(CN) – More than 100 million landmines and unexploded projectiles still buried in over 70 nations cause up to 20,000 injuries and deaths each year, and the technology to detect the devices has barely advanced since World War II. Glowing bacteria and lasers may be about to change that.
Researchers from the Hebrew University of Jerusalem present a potential solution that uses bacteria and lasers to remotely map the locations of landmines, which they explain in a paper published Tuesday in the journal Nature Biotechnology.
The system identifies small quantities of explosive vapors leaking from the landmines, which function as markers. To find these markers, the authors used molecularly engineered live bacteria that produce fluorescent signals – they glow – when they come into contact with these vapors. These signals can then be recorded and quantified.

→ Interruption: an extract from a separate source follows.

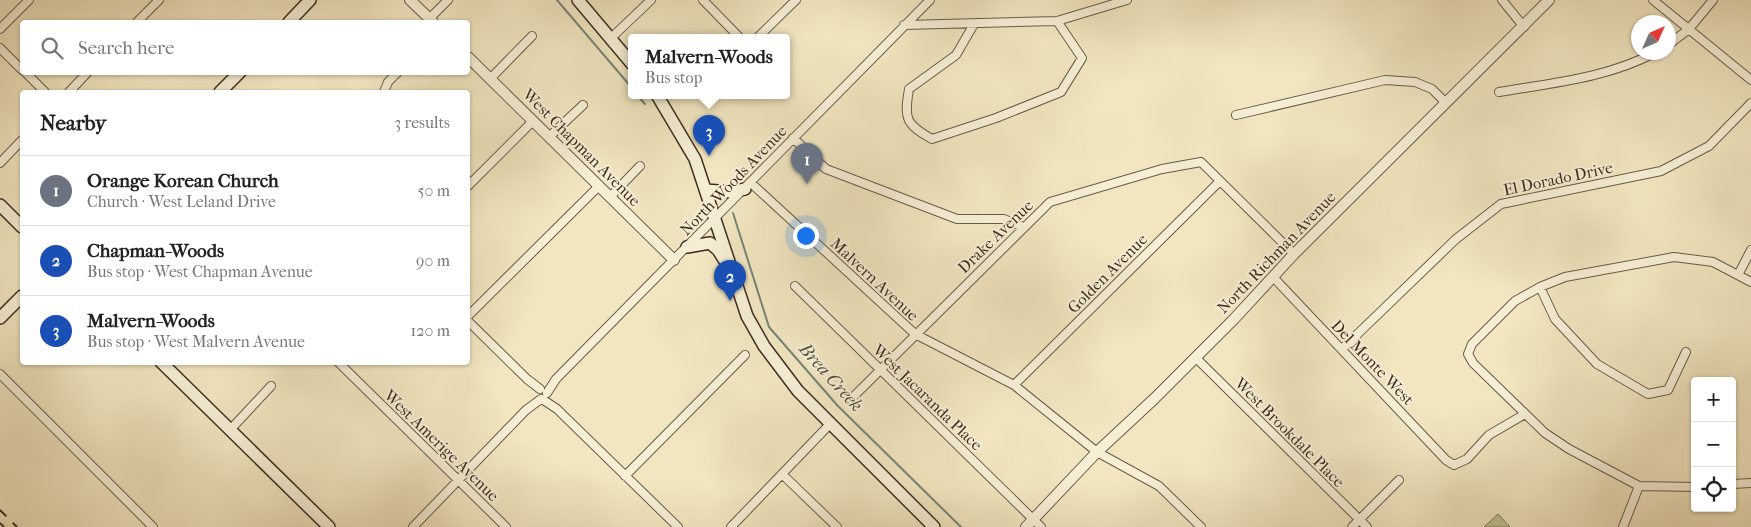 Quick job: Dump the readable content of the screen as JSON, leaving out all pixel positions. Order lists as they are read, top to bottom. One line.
{"streets":{"street":["West Chapman Avenue","El Dorado Drive","North Woods Avenue","Drake Avenue","North Richman Avenue","Golden Avenue","Malvern Avenue","Del Monte West","West Jacaranda Place","West Brookdale Place","West Amerige Avenue"]},"crossings":[["West Chapman Avenue","North Woods Avenue"],["El Dorado Drive","Del Monte West"],["North Woods Avenue","Malvern Avenue"],["North Woods Avenue","West Amerige Avenue"],["Drake Avenue","Golden Avenue"],["Drake Avenue","Malvern Avenue"],["Drake Avenue","West Jacaranda Place"],["North Richman Avenue","Malvern Avenue"],["North Richman Avenue","Del Monte West"],["North Richman Avenue","West Jacaranda Place"],["North Richman Avenue","West Brookdale Place"],["Golden Avenue","Malvern Avenue"]],"water":["Brea Creek"],"north":"top right","page":{"search":"Search here","popup":["Malvern-Woods","Bus stop"],"heading":["Nearby","3 results"],"pins":["3","1","2"],"list":[{"mark":"1","name":"Orange Korean Church","note":"Church · West Leland Drive","value":"50 m"},{"mark":"2","name":"Chapman-Woods","note":"Bus stop · West Chapman Avenue","value":"90 m"},{"mark":"3","name":"Malvern-Woods","note":"Bus stop · West Malvern Avenue","value":"120 m"}],"map_buttons":["+","−"]}}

To test the system, the team encapsulated the bacteria in small polymeric beads, which were scattered across the surface of a field in which landmines were buried. They then used a laser-based scanning system to remotely scan the field, allowing them to determine the location of the devices.
Co-author Shimshon Belkin, a professor at the Hebrew University, said the system could be used to detect landmines after resolving some of current limitations.
“For this to be possible, several challenges need to be overcome, such as enhancing the sensitivity and stability of the sensor bacteria, improving scanning speeds to cover large areas, and making the scanning apparatus more compact so it can be used on board a light unmanned aircraft or drone,” Belkin said.
More than half a million people in the world currently suffer from mine-inflicted injuries.